In the data that follows, count each line with the string "thumb"; the reply is the number only.

[Data extracted from a collection]

----------------

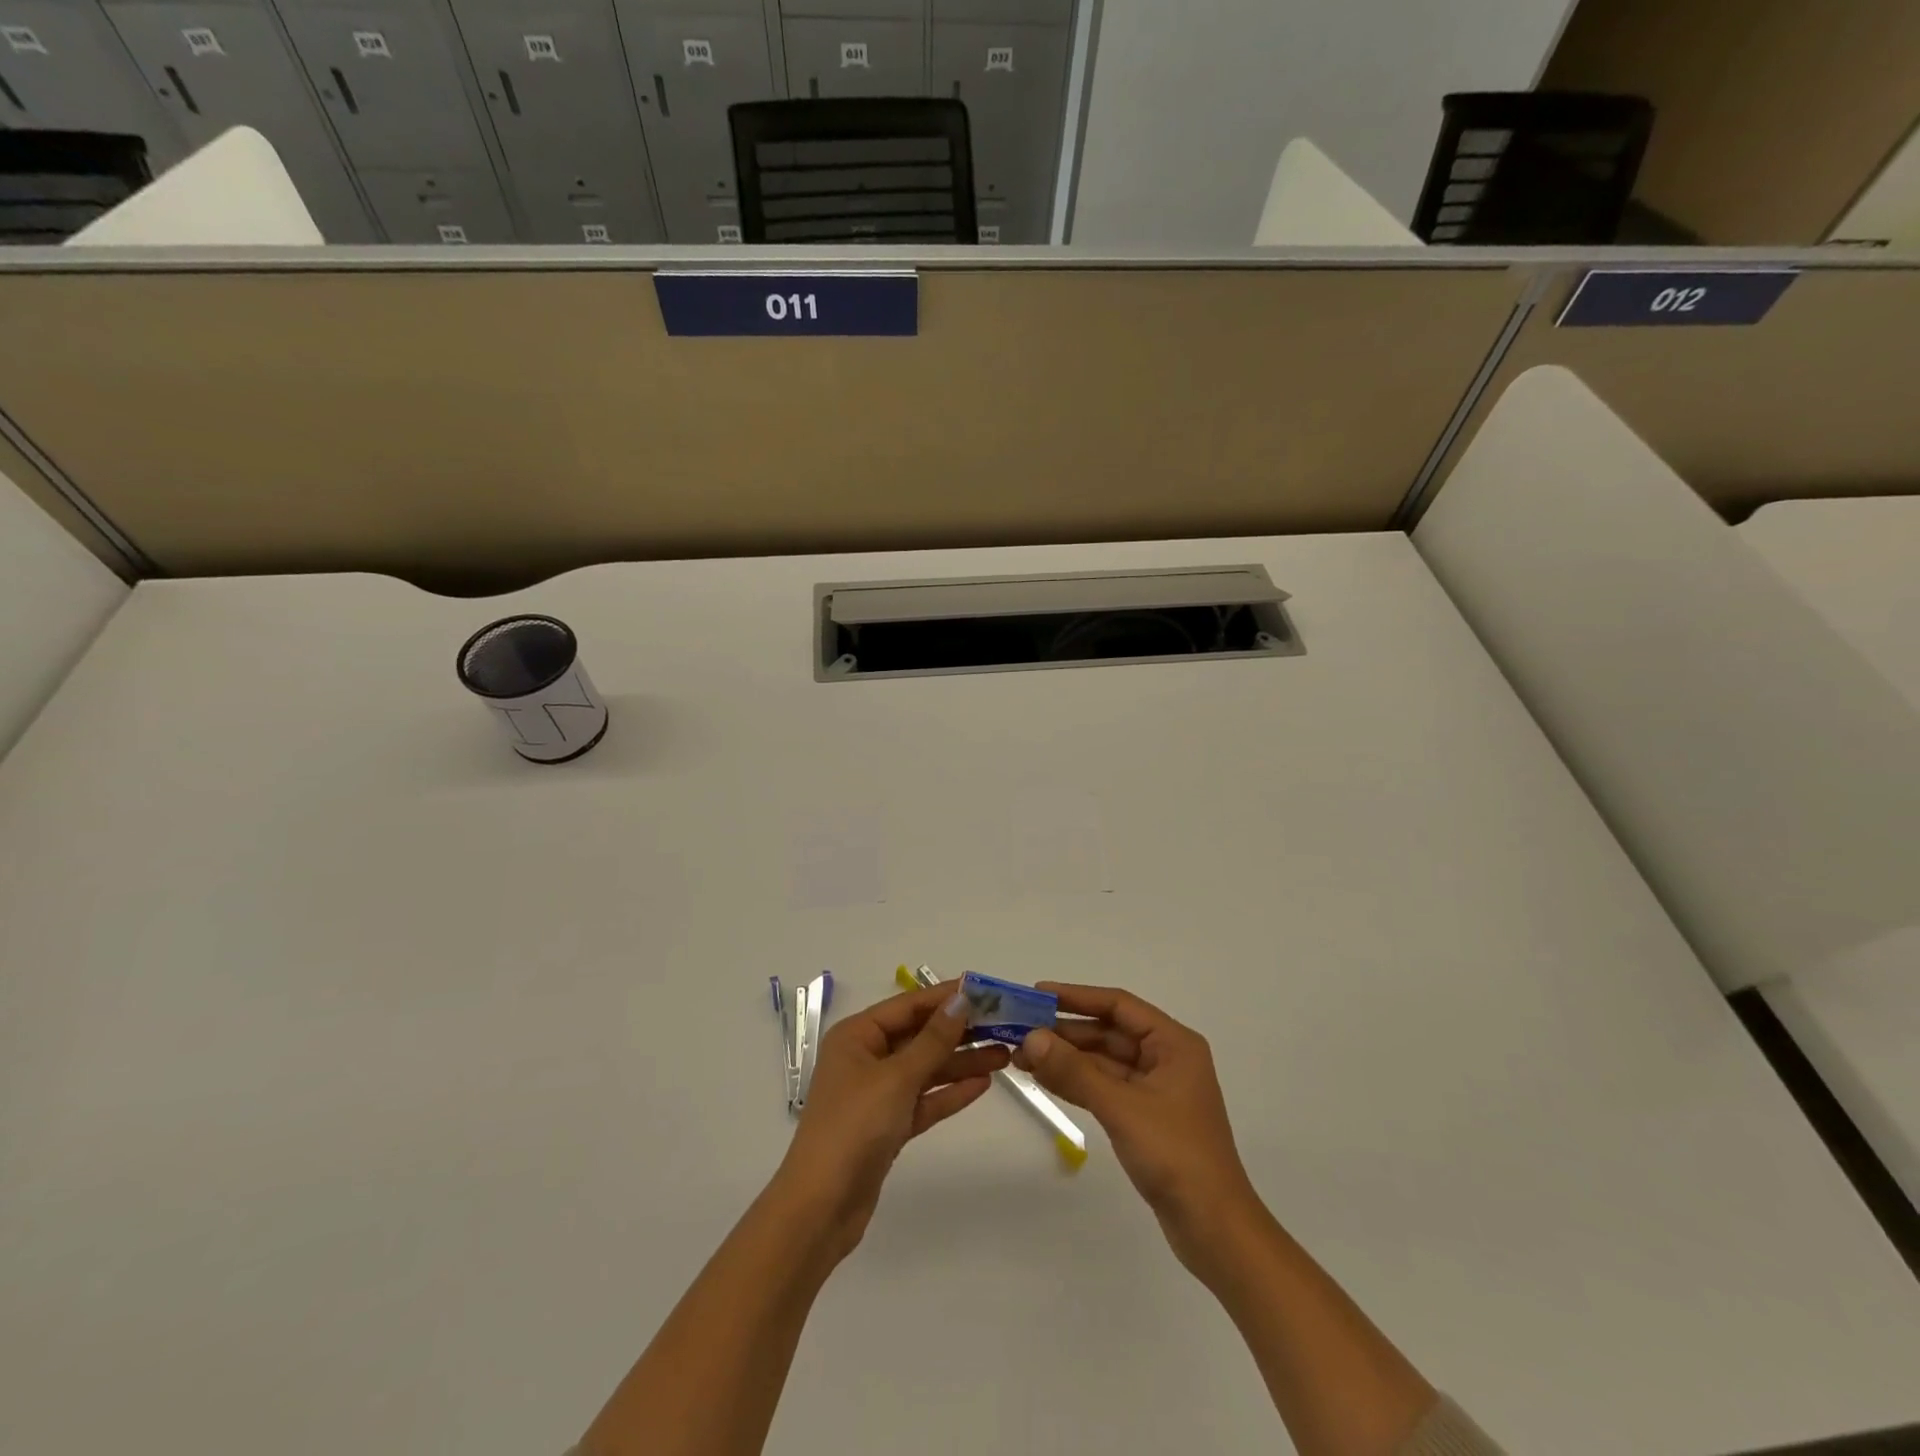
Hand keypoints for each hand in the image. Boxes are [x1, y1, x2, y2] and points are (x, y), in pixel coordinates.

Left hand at [777, 984, 1009, 1259]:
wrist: (821, 1208)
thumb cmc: (854, 1127)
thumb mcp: (897, 1077)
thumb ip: (933, 1039)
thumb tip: (962, 999)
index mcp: (857, 1036)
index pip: (908, 1005)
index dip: (946, 996)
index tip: (986, 991)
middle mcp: (865, 1058)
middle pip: (919, 1036)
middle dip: (959, 1031)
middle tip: (1004, 1024)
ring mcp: (876, 1094)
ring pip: (926, 1069)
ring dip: (961, 1062)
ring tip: (1004, 1054)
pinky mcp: (888, 1126)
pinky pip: (923, 1099)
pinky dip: (950, 1092)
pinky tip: (982, 1084)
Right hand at [1014, 982, 1256, 1274]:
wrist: (1215, 1230)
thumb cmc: (1176, 1156)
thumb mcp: (1121, 1107)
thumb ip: (1075, 1071)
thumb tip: (1031, 1038)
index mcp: (1173, 1043)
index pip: (1118, 1005)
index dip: (1077, 997)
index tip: (1037, 994)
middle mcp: (1166, 1058)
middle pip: (1109, 1032)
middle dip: (1066, 1032)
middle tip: (1020, 1031)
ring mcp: (1156, 1089)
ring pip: (1104, 1061)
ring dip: (1067, 1058)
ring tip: (1023, 1056)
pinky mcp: (1145, 1117)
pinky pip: (1105, 1087)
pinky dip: (1077, 1082)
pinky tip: (1046, 1079)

----------------

ANSWER SPACE: 8